Michael Sarahan
Michael started out as a chemist and electron microscopist, but went to the dark side of build infrastructure after experiencing the pain of trying to distribute the tools he wrote. He's been involved with Conda and Conda-forge for quite a while, and now works on the RAPIDS build infrastructure team at NVIDIA. He has a strange obsession with encoding compatibility into package management systems, and dreams of a world where no user ever has to wonder why they are missing symbols. Metadata is his love language.
Sessions
“I like waiting for my build jobs,” said no one ever. CI is an essential part of ensuring quality, helping to highlight new issues before they might be merged into the main codebase. CI gives us confidence that the code changes being proposed don’t break things, as least as far as our tests cover. That confidence comes at the cost of time and compute resources.

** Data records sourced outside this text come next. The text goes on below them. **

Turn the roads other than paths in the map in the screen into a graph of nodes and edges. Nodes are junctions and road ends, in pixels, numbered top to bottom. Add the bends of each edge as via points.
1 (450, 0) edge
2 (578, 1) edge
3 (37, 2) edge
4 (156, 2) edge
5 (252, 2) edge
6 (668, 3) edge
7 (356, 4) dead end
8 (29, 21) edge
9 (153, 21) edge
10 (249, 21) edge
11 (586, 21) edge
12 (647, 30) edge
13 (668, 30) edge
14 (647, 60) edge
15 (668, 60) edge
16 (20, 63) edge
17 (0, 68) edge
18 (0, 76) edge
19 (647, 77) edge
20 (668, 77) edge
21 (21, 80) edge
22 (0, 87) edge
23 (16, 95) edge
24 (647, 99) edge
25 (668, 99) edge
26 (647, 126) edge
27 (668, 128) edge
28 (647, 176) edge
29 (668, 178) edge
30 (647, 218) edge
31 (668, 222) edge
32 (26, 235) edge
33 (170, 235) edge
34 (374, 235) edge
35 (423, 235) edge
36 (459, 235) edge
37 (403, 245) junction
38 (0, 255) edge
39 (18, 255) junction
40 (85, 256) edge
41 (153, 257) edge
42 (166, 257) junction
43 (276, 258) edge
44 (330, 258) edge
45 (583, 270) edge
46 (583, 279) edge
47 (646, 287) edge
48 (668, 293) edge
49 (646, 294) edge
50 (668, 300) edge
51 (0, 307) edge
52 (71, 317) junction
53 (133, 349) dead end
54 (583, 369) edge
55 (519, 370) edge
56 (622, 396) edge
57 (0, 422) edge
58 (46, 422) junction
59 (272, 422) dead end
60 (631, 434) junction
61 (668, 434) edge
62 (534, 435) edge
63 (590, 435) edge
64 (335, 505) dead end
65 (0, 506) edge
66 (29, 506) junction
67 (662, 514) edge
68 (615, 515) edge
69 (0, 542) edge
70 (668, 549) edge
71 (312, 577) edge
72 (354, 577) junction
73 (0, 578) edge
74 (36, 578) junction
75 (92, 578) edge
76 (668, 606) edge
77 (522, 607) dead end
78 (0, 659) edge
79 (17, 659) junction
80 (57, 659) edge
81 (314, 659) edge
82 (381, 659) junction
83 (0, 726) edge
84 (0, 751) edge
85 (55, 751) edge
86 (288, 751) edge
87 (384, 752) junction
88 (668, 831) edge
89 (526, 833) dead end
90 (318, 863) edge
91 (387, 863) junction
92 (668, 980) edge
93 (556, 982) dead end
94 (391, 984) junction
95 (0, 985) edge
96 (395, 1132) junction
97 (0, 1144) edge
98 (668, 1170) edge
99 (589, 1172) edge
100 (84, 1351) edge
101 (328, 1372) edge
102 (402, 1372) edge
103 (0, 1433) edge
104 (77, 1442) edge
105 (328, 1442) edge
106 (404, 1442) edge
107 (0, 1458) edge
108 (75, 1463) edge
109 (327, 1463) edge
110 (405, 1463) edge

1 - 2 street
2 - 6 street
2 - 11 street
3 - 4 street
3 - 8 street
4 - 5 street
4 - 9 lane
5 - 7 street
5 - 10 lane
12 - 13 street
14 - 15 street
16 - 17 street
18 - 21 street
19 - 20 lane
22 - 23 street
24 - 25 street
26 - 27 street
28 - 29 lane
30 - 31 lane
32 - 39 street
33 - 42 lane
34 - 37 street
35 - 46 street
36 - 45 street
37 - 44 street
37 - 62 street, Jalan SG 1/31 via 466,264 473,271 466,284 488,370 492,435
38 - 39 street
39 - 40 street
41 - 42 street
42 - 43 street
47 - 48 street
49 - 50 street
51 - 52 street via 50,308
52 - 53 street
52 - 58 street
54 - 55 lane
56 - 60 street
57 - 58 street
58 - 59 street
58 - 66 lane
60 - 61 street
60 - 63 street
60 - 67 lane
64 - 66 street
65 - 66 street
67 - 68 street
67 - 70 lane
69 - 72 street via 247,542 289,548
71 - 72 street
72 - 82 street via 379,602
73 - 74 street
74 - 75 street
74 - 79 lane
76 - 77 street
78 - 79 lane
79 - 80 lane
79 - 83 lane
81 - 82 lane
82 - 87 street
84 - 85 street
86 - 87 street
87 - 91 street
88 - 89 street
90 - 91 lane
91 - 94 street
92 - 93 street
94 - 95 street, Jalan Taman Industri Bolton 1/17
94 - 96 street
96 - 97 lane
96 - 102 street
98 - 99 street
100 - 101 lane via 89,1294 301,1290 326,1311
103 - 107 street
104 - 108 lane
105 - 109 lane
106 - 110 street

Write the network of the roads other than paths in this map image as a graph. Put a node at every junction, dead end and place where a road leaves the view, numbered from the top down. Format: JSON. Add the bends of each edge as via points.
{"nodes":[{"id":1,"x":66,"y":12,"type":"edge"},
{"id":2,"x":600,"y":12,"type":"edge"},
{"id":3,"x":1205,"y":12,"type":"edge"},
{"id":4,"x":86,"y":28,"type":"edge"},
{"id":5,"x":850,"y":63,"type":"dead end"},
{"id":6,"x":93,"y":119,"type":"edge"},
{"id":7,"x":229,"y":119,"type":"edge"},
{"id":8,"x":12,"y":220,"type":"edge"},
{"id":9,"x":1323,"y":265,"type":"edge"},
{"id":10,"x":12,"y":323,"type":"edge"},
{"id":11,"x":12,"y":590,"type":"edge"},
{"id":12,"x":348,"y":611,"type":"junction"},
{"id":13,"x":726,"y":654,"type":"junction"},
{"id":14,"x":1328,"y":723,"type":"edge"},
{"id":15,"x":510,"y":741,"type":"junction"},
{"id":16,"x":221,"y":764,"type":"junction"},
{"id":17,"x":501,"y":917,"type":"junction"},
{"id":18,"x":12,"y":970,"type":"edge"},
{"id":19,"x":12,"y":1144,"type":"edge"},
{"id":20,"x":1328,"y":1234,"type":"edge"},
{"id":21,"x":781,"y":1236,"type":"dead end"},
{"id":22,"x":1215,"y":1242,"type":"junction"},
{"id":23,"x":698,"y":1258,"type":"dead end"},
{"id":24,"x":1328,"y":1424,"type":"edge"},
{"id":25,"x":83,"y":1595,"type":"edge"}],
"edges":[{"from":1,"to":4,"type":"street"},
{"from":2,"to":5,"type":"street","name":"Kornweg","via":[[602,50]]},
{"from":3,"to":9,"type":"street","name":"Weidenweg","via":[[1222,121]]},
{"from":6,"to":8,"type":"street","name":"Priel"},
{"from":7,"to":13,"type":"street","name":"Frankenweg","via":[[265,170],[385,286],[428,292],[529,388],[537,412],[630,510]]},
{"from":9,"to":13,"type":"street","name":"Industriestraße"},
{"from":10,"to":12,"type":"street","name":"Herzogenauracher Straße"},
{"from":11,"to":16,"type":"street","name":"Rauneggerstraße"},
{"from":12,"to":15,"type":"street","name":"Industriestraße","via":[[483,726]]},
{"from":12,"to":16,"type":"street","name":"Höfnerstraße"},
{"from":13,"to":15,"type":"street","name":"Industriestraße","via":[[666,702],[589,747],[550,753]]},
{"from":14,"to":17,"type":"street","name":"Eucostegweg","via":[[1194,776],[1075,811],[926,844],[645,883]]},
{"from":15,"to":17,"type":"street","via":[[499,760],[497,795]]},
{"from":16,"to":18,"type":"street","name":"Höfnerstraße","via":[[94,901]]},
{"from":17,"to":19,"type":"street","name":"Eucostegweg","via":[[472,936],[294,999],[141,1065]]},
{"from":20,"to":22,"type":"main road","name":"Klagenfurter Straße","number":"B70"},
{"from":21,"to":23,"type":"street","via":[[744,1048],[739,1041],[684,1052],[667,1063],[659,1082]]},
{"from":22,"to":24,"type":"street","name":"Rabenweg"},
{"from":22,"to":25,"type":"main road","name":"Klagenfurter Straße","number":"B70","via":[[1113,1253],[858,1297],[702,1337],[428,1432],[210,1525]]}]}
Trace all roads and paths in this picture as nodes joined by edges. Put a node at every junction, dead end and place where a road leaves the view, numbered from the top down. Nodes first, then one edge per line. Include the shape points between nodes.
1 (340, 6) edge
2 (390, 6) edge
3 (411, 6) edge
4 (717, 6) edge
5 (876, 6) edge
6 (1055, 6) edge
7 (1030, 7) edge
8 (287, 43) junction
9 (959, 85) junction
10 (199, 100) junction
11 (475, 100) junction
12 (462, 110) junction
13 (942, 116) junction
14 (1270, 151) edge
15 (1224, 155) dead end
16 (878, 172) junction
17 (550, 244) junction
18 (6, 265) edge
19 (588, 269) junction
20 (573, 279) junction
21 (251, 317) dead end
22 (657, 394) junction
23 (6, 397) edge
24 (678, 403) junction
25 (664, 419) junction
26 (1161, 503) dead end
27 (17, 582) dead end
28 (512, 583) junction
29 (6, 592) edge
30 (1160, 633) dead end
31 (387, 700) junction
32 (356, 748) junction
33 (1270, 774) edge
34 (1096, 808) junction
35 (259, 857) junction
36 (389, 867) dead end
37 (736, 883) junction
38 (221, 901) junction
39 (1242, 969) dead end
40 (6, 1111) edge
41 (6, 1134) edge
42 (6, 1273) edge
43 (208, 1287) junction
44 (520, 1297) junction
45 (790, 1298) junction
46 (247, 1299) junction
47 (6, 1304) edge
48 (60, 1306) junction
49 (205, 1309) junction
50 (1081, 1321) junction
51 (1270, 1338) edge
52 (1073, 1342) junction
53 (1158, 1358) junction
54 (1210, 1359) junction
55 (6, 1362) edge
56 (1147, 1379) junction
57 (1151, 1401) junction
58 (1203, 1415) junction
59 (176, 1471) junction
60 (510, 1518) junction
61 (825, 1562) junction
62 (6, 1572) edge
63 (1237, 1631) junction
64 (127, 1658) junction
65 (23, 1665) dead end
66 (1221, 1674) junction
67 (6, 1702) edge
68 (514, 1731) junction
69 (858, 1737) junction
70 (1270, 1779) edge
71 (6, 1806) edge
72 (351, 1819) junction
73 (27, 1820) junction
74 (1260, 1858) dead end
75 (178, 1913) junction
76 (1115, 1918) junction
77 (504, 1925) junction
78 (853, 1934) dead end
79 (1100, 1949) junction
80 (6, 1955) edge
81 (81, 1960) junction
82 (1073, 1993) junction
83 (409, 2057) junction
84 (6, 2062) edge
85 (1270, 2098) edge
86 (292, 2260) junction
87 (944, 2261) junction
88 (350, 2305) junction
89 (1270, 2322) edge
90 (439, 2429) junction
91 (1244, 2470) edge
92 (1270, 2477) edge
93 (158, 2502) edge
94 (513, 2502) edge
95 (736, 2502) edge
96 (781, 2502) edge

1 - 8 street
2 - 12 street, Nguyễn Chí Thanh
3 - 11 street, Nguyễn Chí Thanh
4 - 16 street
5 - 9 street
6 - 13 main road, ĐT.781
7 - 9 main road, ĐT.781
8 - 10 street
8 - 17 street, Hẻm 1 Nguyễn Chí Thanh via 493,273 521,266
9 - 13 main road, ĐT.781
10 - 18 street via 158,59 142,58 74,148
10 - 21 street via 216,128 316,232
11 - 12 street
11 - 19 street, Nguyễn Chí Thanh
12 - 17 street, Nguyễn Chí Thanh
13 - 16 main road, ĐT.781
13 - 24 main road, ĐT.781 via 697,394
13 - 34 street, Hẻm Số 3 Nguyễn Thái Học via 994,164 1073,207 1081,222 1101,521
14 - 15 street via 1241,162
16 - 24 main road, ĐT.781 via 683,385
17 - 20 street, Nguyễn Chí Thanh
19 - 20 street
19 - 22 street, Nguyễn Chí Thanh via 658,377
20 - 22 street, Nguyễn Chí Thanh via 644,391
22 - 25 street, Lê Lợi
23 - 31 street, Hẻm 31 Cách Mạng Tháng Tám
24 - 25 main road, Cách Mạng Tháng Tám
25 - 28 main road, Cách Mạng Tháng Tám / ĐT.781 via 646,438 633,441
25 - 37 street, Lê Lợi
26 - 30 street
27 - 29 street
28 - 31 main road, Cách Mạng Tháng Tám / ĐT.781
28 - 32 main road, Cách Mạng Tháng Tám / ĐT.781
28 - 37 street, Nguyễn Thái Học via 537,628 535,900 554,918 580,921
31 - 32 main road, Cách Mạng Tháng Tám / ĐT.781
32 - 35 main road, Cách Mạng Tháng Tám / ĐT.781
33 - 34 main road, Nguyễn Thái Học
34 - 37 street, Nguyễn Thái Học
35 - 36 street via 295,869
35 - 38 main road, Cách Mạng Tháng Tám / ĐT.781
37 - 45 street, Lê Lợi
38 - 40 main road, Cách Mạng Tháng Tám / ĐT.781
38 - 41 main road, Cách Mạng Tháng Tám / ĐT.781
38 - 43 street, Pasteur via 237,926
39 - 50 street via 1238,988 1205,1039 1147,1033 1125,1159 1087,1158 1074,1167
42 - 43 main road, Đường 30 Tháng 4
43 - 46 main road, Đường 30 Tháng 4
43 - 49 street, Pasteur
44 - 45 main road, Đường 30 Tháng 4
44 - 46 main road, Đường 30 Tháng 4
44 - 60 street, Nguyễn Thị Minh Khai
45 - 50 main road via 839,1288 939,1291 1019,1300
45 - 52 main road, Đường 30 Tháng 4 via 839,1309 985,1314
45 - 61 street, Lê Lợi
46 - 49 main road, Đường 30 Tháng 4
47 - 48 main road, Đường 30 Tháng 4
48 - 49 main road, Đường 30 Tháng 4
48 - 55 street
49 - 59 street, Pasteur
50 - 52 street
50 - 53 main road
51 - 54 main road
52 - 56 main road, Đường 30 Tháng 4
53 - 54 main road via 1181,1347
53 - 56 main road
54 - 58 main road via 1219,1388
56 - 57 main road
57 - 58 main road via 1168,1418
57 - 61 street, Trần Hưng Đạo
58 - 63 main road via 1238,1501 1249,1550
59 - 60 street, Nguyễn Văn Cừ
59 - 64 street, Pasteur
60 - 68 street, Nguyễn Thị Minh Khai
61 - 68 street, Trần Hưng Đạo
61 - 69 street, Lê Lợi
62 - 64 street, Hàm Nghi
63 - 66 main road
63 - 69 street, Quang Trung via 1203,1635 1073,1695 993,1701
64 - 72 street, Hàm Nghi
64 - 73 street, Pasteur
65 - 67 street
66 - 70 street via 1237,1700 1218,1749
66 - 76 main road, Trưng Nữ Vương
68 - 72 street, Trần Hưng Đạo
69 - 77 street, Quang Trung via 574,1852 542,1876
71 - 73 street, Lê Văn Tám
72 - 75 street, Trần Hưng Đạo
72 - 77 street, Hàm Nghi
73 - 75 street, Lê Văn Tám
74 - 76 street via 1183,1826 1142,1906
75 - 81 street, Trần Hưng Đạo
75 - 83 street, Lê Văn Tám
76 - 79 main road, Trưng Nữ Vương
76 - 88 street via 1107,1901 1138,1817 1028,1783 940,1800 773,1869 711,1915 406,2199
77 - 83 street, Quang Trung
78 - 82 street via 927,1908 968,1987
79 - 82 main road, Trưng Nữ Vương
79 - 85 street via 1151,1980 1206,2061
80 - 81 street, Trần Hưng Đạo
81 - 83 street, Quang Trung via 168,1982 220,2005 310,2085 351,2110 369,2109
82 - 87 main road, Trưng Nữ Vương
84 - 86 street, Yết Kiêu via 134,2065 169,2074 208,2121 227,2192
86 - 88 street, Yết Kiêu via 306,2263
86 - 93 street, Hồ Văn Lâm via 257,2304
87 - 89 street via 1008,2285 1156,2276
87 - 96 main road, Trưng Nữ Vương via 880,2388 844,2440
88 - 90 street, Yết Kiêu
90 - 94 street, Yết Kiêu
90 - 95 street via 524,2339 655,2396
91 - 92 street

The RAPIDS team at NVIDIA manages its own operations and compute resources. Those resources are limited, of course, so we wait our turn and put the toys back when we’re done.. It is essential to us that we are using our resources as efficiently as possible. This is the “Speed of Light” principle at NVIDIA: how close are you to a theoretical optimal limit? For CI, this involves several factors: startup wait time, docker image setup time, cache utilization, build tool processes, and limiting unnecessary redoing builds and tests for things that haven’t changed. The RAPIDS team set out to add telemetry to all of our builds, so that we can quantify where we are spending our time and compute resources, and ensure that we are spending them wisely. We’ll demonstrate the telemetry tools that we’re using, and show how you can add them to your build jobs.